• WORK ITEM: What lines of the data below hold the string "dead"? Copy each one.

• DATA SHOWN:
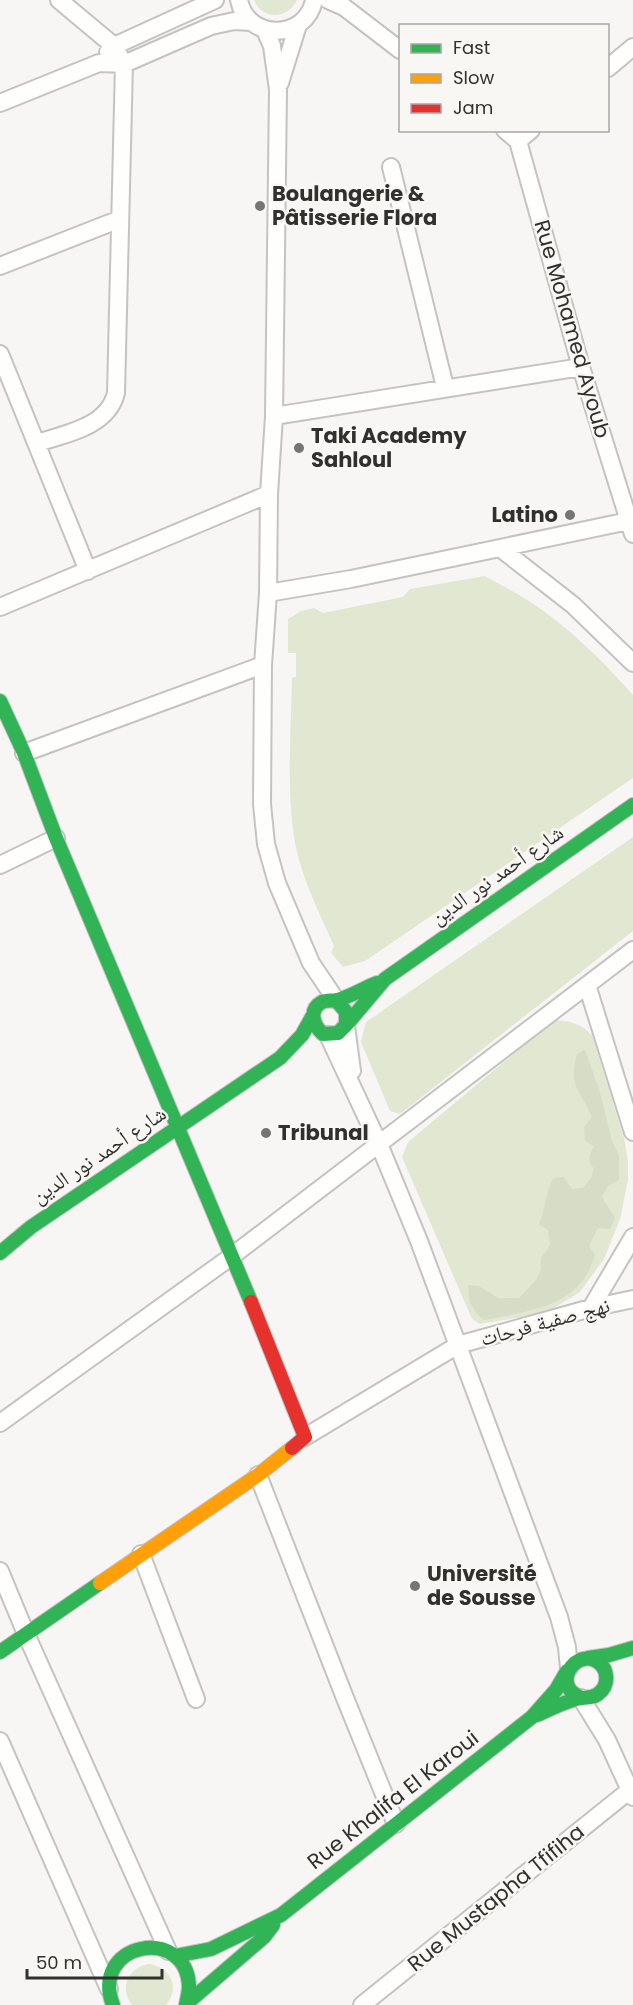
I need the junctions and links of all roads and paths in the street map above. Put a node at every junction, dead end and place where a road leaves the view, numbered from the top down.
1 (59, 0) edge
2 (214, 0) edge
3 (239, 0) edge
4 (314, 0) edge
5 (328, 0) edge
6 (298, 25) junction
7 (258, 26) junction
8 (114, 46) junction
9 (633, 47) edge
10 (399, 49) edge
11 (99, 63) junction
12 (124, 64) junction
13 (609, 67) edge
14 (278, 90) junction
15 (0, 103) edge
16 (518, 134) edge
17 (391, 167) dead end
18 (120, 219) junction
19 (0, 266) edge
20 (0, 354) edge
21 (581, 367) junction
22 (445, 387) junction
23 (274, 416) junction
24 (37, 443) junction
25 (269, 494) junction
26 (632, 525) edge
27 (500, 548) junction
28 (88, 571) junction
29 (268, 593) junction
30 (0, 607) edge
31 (633, 663) edge
32 (263, 665) junction
33 (0, 700) edge
34 (24, 753) junction
35 (633, 806) edge
36 (56, 838) junction
37 (0, 865) edge
38 (633, 950) edge
39 (311, 963) junction
40 (385, 980) junction
41 (587, 985) junction
42 (336, 1000) junction
43 (313, 1015) junction
44 (346, 1025) junction
45 (328, 1035) junction
46 (280, 1058) junction
47 (355, 1090) junction
48 (177, 1128) junction
49 (633, 1132) edge
50 (379, 1144) junction
51 (30, 1227) junction
52 (633, 1237) edge
53 (0, 1241) edge
54 (0, 1253) edge
55 (232, 1257) junction
56 (633, 1299) edge
57 (591, 1308) junction
58 (458, 1345) junction
59 (0, 1423) edge
60 (305, 1437) junction
61 (258, 1475) junction
62 (141, 1554) junction
63 (0, 1571) edge
64 (559, 1617) junction
65 (26, 1634) junction
66 (633, 1648) edge
67 (0, 1652) edge
68 (633, 1653) edge
69 (588, 1658) junction
70 (568, 1670) junction
71 (605, 1684) junction
72 (581, 1698) junction
73 (196, 1699) dead end
74 (532, 1717) junction
75 (607, 1740) junction
76 (0, 1741) edge
77 (632, 1794) edge
78 (396, 1824) junction
79 (280, 1915) junction
80 (171, 1953) junction
81 (110, 1999) edge
82 (186, 2005) edge
83 (362, 2005) edge

1 - 8 street
2 - 8 street
3 - 7 street
4 - 6 street
5 - 10 street
6 - 7 street
6 - 14 street
7 - 12 street
7 - 14 street
8 - 11 street
8 - 12 street
9 - 13 street
11 - 12 street
11 - 15 street
12 - 18 street
14 - 23 street
16 - 21 street, Rue Mohamed Ayoub
17 - 22 street
18 - 19 street
18 - 24 street
20 - 24 street
21 - 22 street
21 - 26 street, Rue Mohamed Ayoub
22 - 23 street
23 - 25 street
24 - 28 street
25 - 28 street
25 - 29 street
26 - 27 street
27 - 29 street
27 - 31 street
28 - 30 street
29 - 32 street
32 - 34 street
32 - 39 street
33 - 34 street
34 - 36 street
35 - 40 street, شارع أحمد نور الدين
36 - 37 street
36 - 48 street
38 - 41 street
39 - 42 street
39 - 43 street
40 - 42 street, شارع أحمد نور الدين
40 - 44 street, شارع أحمد نور الدين
41 - 49 street
41 - 50 street
42 - 43 street
42 - 44 street
43 - 45 street
43 - 46 street, شارع أحمد نور الدين
44 - 45 street
44 - 47 street
45 - 46 street, شارع أحمد نور الدين
45 - 47 street
46 - 48 street, شارع أحمد نور الدين
47 - 50 street
48 - 51 street, شارع أحمد نور الدين
48 - 55 street
50 - 55 street
50 - 58 street
51 - 53 street
51 - 54 street
52 - 57 street
55 - 59 street
55 - 60 street
56 - 57 street, نهج صفية فرحات
57 - 58 street, نهج صفية فرحات
58 - 60 street, نهج صفية فرحات
58 - 64 street
60 - 61 street
61 - 62 street
61 - 78 street
62 - 65 street
62 - 73 street
63 - 65 street
64 - 69 street
64 - 70 street
65 - 67 street
65 - 80 street
66 - 69 street
68 - 71 street
69 - 70 street
69 - 71 street
70 - 72 street
70 - 74 street, Rue Khalifa El Karoui
71 - 72 street
71 - 75 street
72 - 74 street, Rue Khalifa El Karoui
72 - 75 street
74 - 78 street, Rue Khalifa El Karoui
75 - 77 street
76 - 81 street
77 - 83 street, Rue Mustapha Tfifiha
78 - 79 street, Rue Khalifa El Karoui
79 - 80 street, Rue Khalifa El Karoui
79 - 82 street, Rue Khalifa El Karoui
80 - 81 street, Rue Khalifa El Karoui
80 - 82 street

• REPLY:
I need the junctions and links of all roads and paths in the street map above. Put a node at every junction, dead end and place where a road leaves the view, numbered from the top down.
17 (391, 167) dead end
73 (196, 1699) dead end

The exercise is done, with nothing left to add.